Trending News: Lifting weight less than an hour a week carries important health benefits
Just about everyone on the planet knows that strength training is an excellent way to keep the pounds off while sculpting a muscular, impressive physique.
But did you know that a minimal amount of weightlifting can also slash your chances of having a heart attack by more than half?

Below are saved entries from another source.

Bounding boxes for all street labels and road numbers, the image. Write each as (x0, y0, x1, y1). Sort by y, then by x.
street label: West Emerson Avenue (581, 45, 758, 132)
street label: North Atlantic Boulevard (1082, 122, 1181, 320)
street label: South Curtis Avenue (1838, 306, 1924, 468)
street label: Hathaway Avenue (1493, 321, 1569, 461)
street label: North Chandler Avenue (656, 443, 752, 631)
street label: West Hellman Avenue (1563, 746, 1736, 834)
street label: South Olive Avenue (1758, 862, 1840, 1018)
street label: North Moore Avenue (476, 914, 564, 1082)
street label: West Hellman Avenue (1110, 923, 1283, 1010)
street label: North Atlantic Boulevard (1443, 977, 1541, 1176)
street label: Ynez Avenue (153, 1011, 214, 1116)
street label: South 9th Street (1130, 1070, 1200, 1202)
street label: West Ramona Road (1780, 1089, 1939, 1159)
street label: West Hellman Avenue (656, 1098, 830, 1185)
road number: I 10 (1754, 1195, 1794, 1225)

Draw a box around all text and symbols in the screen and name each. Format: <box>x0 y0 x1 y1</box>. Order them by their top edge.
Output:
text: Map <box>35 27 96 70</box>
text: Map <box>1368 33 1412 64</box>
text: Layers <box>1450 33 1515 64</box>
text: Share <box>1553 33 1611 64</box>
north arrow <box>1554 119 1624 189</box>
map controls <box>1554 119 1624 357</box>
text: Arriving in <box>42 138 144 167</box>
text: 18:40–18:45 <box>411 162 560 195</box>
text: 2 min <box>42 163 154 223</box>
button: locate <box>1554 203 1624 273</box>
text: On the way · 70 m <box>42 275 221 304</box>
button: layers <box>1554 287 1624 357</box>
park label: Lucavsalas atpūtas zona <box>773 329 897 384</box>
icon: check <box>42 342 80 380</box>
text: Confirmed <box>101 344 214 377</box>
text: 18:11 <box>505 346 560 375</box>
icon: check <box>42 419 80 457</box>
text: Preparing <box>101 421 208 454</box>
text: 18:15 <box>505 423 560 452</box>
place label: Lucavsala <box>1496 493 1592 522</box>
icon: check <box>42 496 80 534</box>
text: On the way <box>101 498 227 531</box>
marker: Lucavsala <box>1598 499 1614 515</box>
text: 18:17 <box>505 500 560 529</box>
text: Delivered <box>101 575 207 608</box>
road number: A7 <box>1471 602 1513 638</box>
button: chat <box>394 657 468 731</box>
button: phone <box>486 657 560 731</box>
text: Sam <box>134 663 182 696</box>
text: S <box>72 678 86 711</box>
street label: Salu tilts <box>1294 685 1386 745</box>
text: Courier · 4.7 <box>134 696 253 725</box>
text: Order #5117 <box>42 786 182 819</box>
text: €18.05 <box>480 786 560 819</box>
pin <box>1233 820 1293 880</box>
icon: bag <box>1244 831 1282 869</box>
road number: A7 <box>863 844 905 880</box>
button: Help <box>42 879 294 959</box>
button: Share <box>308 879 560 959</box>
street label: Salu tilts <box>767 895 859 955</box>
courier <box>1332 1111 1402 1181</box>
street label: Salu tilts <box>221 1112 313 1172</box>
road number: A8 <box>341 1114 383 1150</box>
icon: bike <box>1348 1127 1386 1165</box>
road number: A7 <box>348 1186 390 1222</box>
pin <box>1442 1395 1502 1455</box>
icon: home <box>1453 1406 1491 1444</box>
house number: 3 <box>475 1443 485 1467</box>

According to a new study from Iowa State University (ISU), it’s true. In fact, according to this new line of research, minimal weight lifting can also prevent having a stroke – by nearly 70%.
Investigators with ISU explored the link between strength training and cardiovascular disease in 13,000 adults. What they discovered was that lifting weights cuts down the chances of a person developing metabolic syndrome.
That’s the generic term for a host of ailments ranging from high blood pressure, high blood sugar, unhealthy cholesterol levels, and excess abdominal fat.
When left unchecked, all of these can lead to serious medical problems like diabetes, strokes, and coronary disease.
Here is the best part. You don’t have to spend hours at the gym pumping iron to experience health benefits. According to the ISU study, lifting weights for less than an hour a week can have a dramatic impact on wellness.
“People may think they need to spend a lot of time lifting weights, but just two sets of bench presses that take less than 5 minutes could be effective,” said Duck-Chul Lee, an associate professor of kinesiology at ISU and study author.
Related: How you lose muscle mass explained
The study suggests that people who lift weights for less than an hour each week (when compared to folks who don’t) experience a 29% lower risk of developing metabolic syndrome.
Now it’s important to point out this study did not factor in cardiovascular exercise, which may also benefit heart health. Still, the findings of this investigation are meaningful to those who are trying to live a longer, healthier life.
“Muscle is the power plant to burn calories. Building muscle helps move your joints and bones, but also there are metabolic benefits. I don’t think this is well appreciated,” said Lee. “If you build muscle, even if you’re not aerobically active, you burn more energy because you have more muscle. This also helps prevent obesity and provide long-term benefits on various health outcomes.”
The research on strength training and heart disease comes at a time when a previous study released in May revealed strength training can help people fight back against depression.
So, there you have it folks, yet another reason to hit the weights – heart health. How often do you pump iron? Do the findings from ISU motivate you to do some concentration curls?